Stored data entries
== Segment start ==
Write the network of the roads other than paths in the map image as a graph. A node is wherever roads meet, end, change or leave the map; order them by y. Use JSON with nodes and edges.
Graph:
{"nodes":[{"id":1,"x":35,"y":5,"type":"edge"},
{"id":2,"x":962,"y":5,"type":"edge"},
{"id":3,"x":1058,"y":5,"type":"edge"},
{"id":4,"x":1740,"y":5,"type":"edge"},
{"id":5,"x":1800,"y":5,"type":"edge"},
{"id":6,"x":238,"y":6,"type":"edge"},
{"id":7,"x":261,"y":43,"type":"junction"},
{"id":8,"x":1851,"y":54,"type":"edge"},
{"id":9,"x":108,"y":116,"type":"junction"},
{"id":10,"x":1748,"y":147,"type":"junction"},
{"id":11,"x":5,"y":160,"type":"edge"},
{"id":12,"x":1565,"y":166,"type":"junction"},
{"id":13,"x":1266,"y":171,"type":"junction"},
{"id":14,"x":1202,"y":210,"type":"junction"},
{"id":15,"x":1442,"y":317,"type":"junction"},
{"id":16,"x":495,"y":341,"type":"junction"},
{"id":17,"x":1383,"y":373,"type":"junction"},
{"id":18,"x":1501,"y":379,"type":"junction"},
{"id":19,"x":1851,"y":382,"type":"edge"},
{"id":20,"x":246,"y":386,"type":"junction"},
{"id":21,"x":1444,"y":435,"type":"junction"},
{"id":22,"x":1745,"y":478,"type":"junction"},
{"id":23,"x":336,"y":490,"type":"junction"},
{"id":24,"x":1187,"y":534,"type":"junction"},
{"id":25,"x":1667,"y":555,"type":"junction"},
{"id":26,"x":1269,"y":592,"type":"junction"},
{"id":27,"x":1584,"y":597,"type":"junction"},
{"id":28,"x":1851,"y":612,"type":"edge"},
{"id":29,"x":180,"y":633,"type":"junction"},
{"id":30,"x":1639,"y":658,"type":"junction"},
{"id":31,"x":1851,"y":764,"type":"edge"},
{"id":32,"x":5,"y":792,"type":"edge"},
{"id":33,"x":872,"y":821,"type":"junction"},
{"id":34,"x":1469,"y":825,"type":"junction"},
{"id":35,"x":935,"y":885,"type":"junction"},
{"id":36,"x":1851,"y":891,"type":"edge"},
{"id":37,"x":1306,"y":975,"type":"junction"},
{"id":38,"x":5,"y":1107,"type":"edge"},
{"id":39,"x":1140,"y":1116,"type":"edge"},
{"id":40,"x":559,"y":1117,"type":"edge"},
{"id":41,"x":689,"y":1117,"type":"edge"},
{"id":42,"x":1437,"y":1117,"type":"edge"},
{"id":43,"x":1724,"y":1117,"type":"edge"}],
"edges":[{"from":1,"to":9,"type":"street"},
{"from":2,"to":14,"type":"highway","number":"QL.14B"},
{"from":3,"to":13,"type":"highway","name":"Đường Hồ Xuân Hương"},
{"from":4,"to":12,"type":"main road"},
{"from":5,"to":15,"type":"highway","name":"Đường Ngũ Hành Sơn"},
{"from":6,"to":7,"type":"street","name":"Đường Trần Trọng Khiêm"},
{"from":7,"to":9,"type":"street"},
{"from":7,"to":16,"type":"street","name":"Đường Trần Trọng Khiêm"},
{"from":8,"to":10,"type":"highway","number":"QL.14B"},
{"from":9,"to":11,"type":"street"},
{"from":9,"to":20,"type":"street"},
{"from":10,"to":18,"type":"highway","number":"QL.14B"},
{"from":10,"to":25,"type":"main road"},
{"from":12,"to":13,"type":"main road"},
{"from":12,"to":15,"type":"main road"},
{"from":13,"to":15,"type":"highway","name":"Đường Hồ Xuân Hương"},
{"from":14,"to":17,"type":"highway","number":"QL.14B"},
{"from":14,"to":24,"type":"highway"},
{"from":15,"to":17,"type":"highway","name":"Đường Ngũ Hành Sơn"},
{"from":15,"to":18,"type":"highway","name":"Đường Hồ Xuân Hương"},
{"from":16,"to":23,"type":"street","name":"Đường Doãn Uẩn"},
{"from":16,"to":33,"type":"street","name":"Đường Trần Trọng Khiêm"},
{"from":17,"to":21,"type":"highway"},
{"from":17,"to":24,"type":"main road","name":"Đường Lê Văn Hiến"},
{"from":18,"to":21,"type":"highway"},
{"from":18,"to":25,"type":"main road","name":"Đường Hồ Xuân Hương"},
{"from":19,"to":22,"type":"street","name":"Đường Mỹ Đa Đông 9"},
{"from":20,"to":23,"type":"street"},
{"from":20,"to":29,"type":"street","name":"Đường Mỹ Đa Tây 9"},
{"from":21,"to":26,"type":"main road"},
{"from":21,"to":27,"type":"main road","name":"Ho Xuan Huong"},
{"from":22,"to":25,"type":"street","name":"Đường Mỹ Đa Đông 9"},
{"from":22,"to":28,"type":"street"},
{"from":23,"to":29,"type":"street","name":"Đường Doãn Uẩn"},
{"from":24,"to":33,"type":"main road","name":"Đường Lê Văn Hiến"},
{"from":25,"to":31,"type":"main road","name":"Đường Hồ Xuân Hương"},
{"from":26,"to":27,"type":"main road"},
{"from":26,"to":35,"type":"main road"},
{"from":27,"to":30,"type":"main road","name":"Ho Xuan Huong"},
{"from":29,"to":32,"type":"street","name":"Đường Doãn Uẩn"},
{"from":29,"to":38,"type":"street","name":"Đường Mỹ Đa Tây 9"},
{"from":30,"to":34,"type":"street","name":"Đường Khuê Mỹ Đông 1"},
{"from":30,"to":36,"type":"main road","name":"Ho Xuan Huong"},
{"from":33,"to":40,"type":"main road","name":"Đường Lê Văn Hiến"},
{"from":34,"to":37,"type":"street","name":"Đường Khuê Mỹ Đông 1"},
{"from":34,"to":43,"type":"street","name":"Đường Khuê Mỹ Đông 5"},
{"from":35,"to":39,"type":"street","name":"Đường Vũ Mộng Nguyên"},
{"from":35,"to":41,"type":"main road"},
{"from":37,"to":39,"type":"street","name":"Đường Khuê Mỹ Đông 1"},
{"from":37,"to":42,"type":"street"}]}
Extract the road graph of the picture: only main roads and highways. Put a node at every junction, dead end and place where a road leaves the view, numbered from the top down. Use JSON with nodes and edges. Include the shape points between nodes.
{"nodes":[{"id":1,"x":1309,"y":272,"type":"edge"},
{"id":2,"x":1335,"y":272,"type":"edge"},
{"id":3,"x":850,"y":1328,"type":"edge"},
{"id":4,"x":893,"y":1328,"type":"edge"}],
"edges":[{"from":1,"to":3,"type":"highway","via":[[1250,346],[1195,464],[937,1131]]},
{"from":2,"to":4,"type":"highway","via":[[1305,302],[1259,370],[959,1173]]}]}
== Segment end ==
What is required
What lines of the data contain the string "roads"? List them.

Response area
Write the network of the roads other than paths in the map image as a graph. A node is wherever roads meet, end, change or leave the map; order them by y. Use JSON with nodes and edges.
Extract the road graph of the picture: only main roads and highways. Put a node at every junction, dead end and place where a road leaves the view, numbered from the top down. Use JSON with nodes and edges. Include the shape points between nodes.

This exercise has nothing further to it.